* _GIVEN ENTRIES_
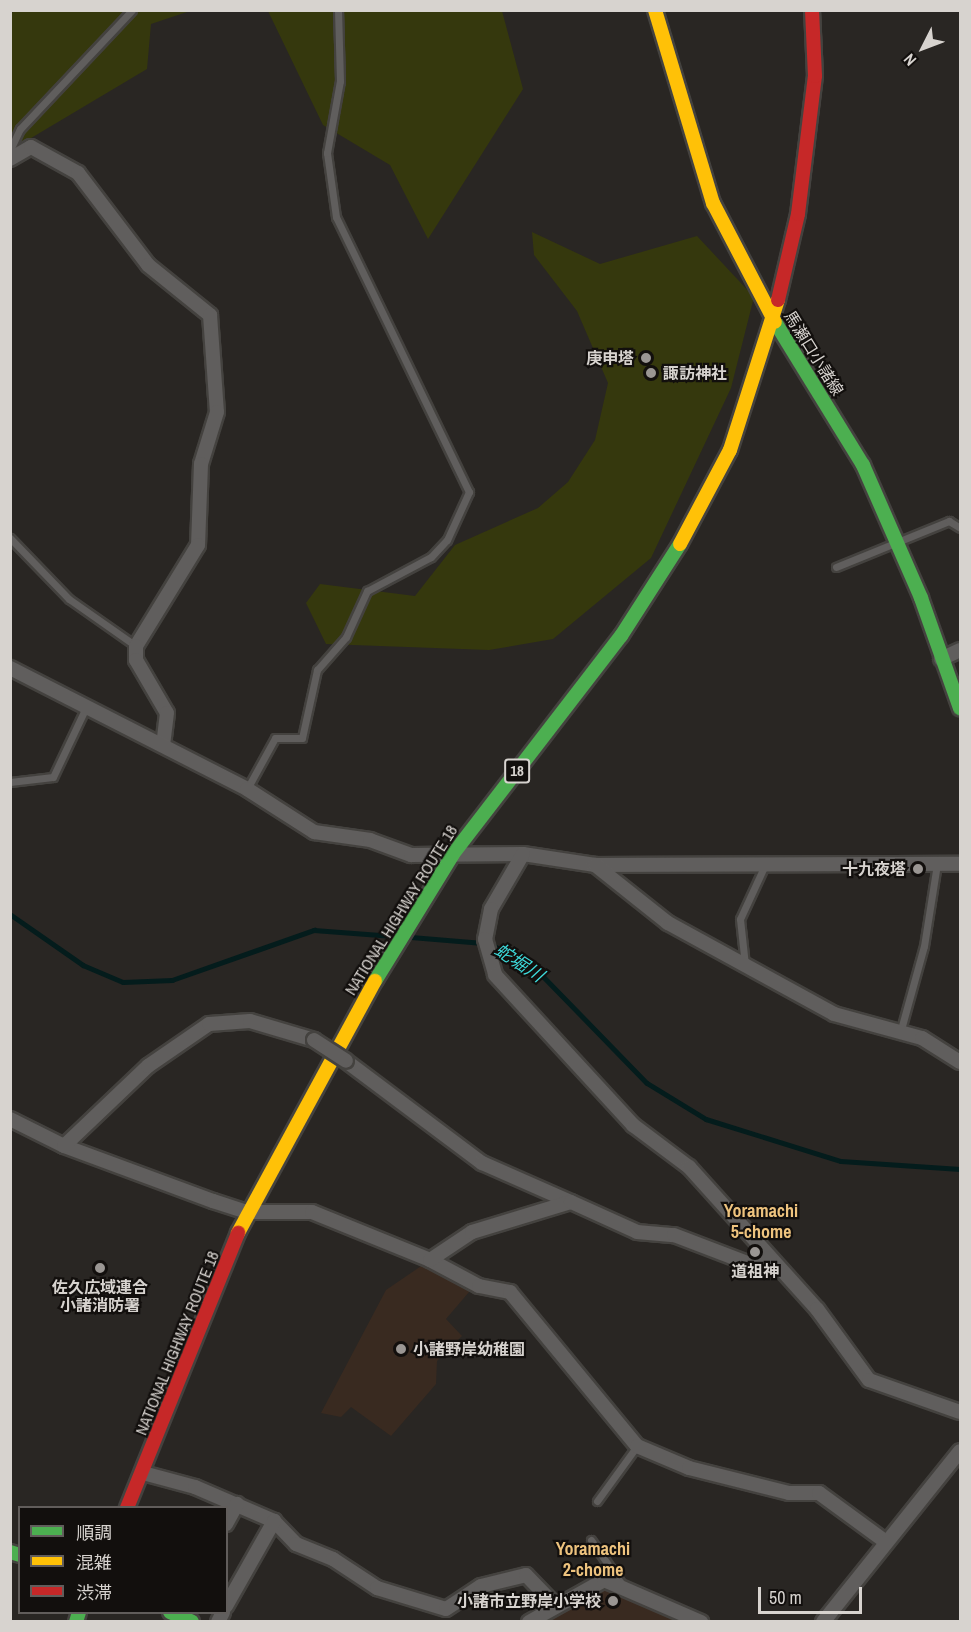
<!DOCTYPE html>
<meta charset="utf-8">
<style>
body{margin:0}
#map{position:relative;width:971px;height:1632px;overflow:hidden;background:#292623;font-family:"Archivo Narrow","Noto Sans JP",sans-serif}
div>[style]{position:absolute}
.education>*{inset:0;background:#392a20}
.green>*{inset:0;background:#35380d}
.stream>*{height:4.5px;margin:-2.25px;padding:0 2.25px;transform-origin:2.25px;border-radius:2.25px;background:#041c1c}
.roads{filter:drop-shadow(2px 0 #44423f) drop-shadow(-2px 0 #44423f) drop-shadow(0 2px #44423f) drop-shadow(0 -2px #44423f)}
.lane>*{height:7px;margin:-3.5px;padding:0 3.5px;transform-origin:3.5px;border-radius:3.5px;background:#605e5d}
.street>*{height:14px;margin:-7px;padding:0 7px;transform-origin:7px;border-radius:7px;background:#605e5d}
.fast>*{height:14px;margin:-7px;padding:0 7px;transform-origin:7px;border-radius:7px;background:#4caf50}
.slow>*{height:14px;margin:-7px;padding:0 7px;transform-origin:7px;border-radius:7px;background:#ffc107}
.jam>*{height:14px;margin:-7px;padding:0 7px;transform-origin:7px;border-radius:7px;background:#c62828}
.bridges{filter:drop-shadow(2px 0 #44423f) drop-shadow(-2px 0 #44423f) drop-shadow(0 2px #44423f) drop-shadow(0 -2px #44423f)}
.street-bridge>*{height:14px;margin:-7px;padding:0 7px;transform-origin:7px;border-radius:7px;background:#605e5d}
.dots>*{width:16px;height:16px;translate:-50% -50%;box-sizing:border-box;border:3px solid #120f0d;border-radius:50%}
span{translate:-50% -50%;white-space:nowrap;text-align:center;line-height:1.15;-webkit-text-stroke:4.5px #120f0d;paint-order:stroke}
.shield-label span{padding:2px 4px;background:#120f0d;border:2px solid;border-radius:4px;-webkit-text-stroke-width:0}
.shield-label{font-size:15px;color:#d7d3cf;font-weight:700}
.street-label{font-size:16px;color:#d7d3cf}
.poi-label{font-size:16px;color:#d7d3cf;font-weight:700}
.right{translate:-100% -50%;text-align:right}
.left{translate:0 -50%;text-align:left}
.water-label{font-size:18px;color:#3ddadb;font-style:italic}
.neighbourhood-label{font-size:18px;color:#eec37e;font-weight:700}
.frame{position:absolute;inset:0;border:12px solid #d7d3cf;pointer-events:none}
.legend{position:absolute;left:18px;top:1506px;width:210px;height:108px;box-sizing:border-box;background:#120f0d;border:2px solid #615d5b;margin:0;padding:8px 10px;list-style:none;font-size:18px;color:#d7d3cf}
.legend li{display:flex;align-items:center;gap:12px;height:30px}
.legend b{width:30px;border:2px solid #615d5b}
.north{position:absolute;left:893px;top:18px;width:60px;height:60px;-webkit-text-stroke:4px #120f0d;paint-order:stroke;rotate:228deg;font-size:16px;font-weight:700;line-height:24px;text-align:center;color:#d7d3cf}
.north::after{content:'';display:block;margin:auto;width:21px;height:27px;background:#d7d3cf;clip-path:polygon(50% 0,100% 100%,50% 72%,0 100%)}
.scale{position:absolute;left:758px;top:1587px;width:104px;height:27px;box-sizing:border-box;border:3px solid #d7d3cf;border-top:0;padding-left:8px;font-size:18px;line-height:21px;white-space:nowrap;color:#d7d3cf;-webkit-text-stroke:4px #120f0d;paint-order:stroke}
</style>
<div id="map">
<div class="education">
<i style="clip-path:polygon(430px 1260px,475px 1285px,446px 1319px,462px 1336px,437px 1361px,436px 1384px,391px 1436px,351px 1407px,341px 1417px,321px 1413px,386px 1290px)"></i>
<i style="clip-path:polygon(604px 1580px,713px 1621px,532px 1622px)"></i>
</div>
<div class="green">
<i style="clip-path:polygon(15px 10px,190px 11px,151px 24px,147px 69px,11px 150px,11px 14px)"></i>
<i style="clip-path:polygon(268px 11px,502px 11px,523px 89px,428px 239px,390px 165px,323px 125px)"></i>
<i style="clip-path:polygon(532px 232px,600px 264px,697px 236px,754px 297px,731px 388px,651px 558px,553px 639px,489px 650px,326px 644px,306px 603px,320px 584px,415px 596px,455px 545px,538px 508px,568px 482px,595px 440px,608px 383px,577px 311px,534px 255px)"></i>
</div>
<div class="stream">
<i style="left:10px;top:914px;width:89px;rotate:34.9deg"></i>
<i style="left:83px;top:965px;width:43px;rotate:23deg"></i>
<i style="left:123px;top:982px;width:49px;rotate:-2.3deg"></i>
<i style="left:172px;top:980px;width:151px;rotate:-19.4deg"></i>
<i style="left:314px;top:930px;width:79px;rotate:4.3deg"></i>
<i style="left:411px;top:937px;width:72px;rotate:4.8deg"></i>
<i style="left:491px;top:944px;width:57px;rotate:30.6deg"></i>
<i style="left:540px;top:973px;width:153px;rotate:45.8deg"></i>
<i style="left:647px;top:1083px;width:69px;rotate:31.4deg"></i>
<i style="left:706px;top:1119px;width:141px;rotate:17.3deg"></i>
<i style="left:841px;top:1161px;width:119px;rotate:3.8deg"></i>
</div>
<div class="roads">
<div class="lane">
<i style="left:10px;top:150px;width:23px;rotate:-65deg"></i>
<i style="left:20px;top:129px;width:163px;rotate:-46.7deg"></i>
<i style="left:10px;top:538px;width:85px;rotate:46deg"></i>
<i style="left:69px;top:599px;width:82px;rotate:35deg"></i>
<i style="left:836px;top:567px;width:122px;rotate:-22.2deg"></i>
<i style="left:949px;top:521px;width:13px;rotate:32deg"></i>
<i style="left:10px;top:782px;width:43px;rotate:-6.6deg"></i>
<i style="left:53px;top:777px;width:80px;rotate:-64.7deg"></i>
<i style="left:247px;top:789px;width:58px;rotate:-61.2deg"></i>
<i style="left:275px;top:738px;width:27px"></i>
<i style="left:302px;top:738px;width:70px;rotate:-77.6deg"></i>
<i style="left:317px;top:670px;width:44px;rotate:-48.7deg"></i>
<i style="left:346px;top:637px;width:51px;rotate:-65.5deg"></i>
<i style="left:367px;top:591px;width:72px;rotate:-28deg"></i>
<i style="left:431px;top:557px;width:23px;rotate:-47deg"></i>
<i style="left:447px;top:540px;width:53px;rotate:-65.4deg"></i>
<i style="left:469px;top:492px;width:305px;rotate:-115.8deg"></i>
<i style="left:336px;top:217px;width:65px;rotate:-98deg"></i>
<i style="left:327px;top:153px;width:73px;rotate:-79.8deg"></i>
<i style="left:340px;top:81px;width:71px;rotate:-91.6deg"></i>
<i style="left:745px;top:965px;width:46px;rotate:-96.2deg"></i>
<i style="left:740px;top:919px;width:60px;rotate:-65.2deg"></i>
<i style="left:900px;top:1033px;width:90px;rotate:-74.6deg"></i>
<i style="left:924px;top:946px;width:83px;rotate:-81deg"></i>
<i style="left:597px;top:1501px;width:68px;rotate:-54deg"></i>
<i style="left:591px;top:1540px;width:52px;rotate:55.1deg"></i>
</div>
<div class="street">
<i style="left:10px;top:159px;width:24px;rotate:-30deg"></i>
<i style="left:31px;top:147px;width:54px;rotate:29deg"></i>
<i style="left:78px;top:173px;width:116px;rotate:52.7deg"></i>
<i style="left:148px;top:265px;width:80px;rotate:38.9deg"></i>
<i style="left:210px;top:315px;width:97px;rotate:85.9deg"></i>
<i style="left:217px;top:412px;width:54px;rotate:107.1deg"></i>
<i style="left:201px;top:464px;width:81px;rotate:92.1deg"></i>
<i style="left:198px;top:545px;width:119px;rotate:121.5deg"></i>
<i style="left:136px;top:646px;width:14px;rotate:90deg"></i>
<i style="left:136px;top:660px;width:61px;rotate:59.7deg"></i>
<i style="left:167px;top:713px;width:32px;rotate:97deg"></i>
<i style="left:941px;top:659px;width:21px;rotate:-25deg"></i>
<i style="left:10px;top:668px;width:266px;rotate:27deg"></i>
<i style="left:247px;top:789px;width:80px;rotate:32.7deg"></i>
<i style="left:314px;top:832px;width:57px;rotate:8.1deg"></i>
<i style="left:370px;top:840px;width:44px;rotate:20.1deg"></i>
<i style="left:411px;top:855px;width:112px;rotate:-0.5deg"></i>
<i style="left:523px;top:854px;width:73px;rotate:8.7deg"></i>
<i style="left:595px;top:865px;width:365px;rotate:-0.2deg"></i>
<i style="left:523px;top:854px;width:64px;rotate:120.2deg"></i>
<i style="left:491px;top:909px;width:31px;rotate:101deg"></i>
<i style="left:485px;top:939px;width:37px;rotate:74deg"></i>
<i style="left:495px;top:975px;width:204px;rotate:47.4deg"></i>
<i style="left:633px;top:1125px;width:70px;rotate:36.9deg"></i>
<i style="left:689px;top:1167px;width:191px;rotate:48deg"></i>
<i style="left:817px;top:1309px;width:88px;rotate:53.8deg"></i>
<i style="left:869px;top:1380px;width:96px;rotate:19.4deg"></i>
<i style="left:595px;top:865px;width:93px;rotate:38.5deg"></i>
<i style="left:668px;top:923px;width:189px;rotate:28.7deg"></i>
<i style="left:834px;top:1014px;width:91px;rotate:15.3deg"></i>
<i style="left:922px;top:1038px;width:45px;rotate:32.3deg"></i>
<i style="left:346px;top:1061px;width:170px;rotate:36.9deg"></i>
<i style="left:482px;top:1163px;width:97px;rotate:23.7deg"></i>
<i style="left:10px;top:1119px;width:60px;rotate:26.6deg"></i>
<i style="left:64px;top:1146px;width:159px;rotate:20.3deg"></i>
<i style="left:213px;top:1201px;width:36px;rotate:18deg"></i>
<i style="left:247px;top:1212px;width:65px"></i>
<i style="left:312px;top:1212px;width:127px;rotate:22.1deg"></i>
<i style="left:430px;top:1260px;width:55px;rotate:28deg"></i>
<i style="left:479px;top:1286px;width:32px;rotate:11deg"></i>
<i style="left:510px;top:1292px;width:200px;rotate:50.5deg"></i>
<i style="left:637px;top:1446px;width:56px;rotate:22.9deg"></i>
<i style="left:689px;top:1468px;width:103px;rotate:14deg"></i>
<i style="left:789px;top:1493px;width:30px"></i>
<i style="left:819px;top:1493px;width:83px;rotate:36.2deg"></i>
<i style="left:64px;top:1146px;width:116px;rotate:-43.6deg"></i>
<i style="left:148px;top:1066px;width:74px;rotate:-34.5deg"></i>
<i style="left:209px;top:1024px;width:41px;rotate:-4.2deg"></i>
<i style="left:250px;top:1021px;width:67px;rotate:16.5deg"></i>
<i style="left:430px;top:1260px;width:50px;rotate:-33.7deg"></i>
<i style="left:472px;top:1232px;width:103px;rotate:-16.9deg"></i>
<i style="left:571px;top:1202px;width:72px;rotate:24.4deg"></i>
<i style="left:637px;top:1232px;width:37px;rotate:5deg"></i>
<i style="left:674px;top:1235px;width:87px;rotate:20.9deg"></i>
<i style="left:755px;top:1266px;width:17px;rotate:-28deg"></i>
<i style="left:143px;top:1473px;width:54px;rotate:15.1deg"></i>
<i style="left:195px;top:1487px;width:86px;rotate:23.3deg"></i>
<i style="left:274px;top:1521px;width:32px;rotate:46deg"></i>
<i style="left:296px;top:1544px;width:40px;rotate:22deg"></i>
<i style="left:333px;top:1559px;width:53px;rotate:33.4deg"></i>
<i style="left:377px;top:1588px;width:72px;rotate:16.9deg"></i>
<i style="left:446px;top:1609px;width:42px;rotate:-33.3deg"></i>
<i style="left:481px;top:1586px;width:46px;rotate:-13.7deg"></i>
<i style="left:526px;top:1575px;width:40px;rotate:46deg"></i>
<i style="left:226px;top:1524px;width:23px;rotate:-61deg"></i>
<i style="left:226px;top:1606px;width:98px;rotate:-60.5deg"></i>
<i style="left:218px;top:1622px;width:11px;rotate:-63deg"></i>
<i style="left:529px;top:1622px;width:86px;rotate:-29.2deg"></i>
<i style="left:604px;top:1580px;width:106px;rotate:23.4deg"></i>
<i style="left:823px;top:1622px;width:219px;rotate:-51.3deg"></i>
</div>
<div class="fast">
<i style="left:775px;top:322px;width:168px;rotate:58.4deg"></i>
<i style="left:863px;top:465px;width:145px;rotate:66.4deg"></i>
<i style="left:921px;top:598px;width:117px;rotate:70.5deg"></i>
<i style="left:375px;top:981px;width:149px;rotate:-58.4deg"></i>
<i style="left:453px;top:854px;width:275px;rotate:-52.4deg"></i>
<i style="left:621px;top:636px;width:109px;rotate:-57.3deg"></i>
<i style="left:10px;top:1552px;width:10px;rotate:17deg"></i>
<i style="left:170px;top:1612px;width:24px;rotate:24deg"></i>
<i style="left:76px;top:1622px;width:10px;rotate:-73deg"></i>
</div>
<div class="slow">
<i style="left:655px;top:10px;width:202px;rotate:73.3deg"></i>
<i style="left:713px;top:203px;width:134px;rotate:62.5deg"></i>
<i style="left:680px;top:544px;width:106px;rotate:-62deg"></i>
<i style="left:730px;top:450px;width:157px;rotate:-72.3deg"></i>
<i style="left:238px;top:1233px;width:287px;rotate:-61.5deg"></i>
</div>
<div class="jam">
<i style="left:778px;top:300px;width:88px;rotate:-76.9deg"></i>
<i style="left:798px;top:214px;width:139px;rotate:-83deg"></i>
<i style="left:815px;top:76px;width:66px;rotate:-92.6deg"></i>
<i style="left:127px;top:1508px;width:297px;rotate:-68deg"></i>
</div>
</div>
<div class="bridges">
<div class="street-bridge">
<i style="left:314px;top:1040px;width:38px;rotate:33deg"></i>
</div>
</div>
<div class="dots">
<i style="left:646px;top:358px;background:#9a9693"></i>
<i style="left:651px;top:373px;background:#9a9693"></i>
<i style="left:918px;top:869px;background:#9a9693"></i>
<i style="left:755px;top:1252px;background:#9a9693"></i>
<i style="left:100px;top:1268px;background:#9a9693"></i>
<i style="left:401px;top:1349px;background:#9a9693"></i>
<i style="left:613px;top:1601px;background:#9a9693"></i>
</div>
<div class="shield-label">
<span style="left:517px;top:771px">18</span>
</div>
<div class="street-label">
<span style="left:814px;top:353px;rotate:58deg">馬瀬口小諸線</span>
<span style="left:401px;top:910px;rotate:-58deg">NATIONAL HIGHWAY ROUTE 18</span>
<span style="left:177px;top:1343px;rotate:-68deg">NATIONAL HIGHWAY ROUTE 18</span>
</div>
<div class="poi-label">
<span class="right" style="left:634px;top:358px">庚申塔</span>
<span class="left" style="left:663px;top:373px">諏訪神社</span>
<span class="right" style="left:906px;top:869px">十九夜塔</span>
<span style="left:755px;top:1271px">道祖神</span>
<span style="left:100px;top:1296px">佐久広域連合<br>小諸消防署</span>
<span class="left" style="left:413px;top:1349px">小諸野岸幼稚園</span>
<span class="right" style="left:601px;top:1601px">小諸市立野岸小学校</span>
</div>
<div class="water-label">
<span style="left:519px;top:963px;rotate:33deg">蛇堀川</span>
</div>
<div class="neighbourhood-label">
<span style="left:761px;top:1222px">Yoramachi<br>5-chome</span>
<span style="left:593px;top:1560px">Yoramachi<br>2-chome</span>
</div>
<div class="frame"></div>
<ul class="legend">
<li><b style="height:8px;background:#4caf50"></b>順調</li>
<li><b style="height:8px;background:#ffc107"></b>混雑</li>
<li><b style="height:8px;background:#c62828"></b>渋滞</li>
</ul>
<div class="north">N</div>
<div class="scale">50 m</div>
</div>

* _WHAT YOU SHOULD DO_
Scan the records for lines that hold "stream", and reproduce each one you find.

* _ANSWER FOR THE TASK_
.stream>*{height:4.5px;margin:-2.25px;padding:0 2.25px;transform-origin:2.25px;border-radius:2.25px;background:#041c1c}
<div class="stream">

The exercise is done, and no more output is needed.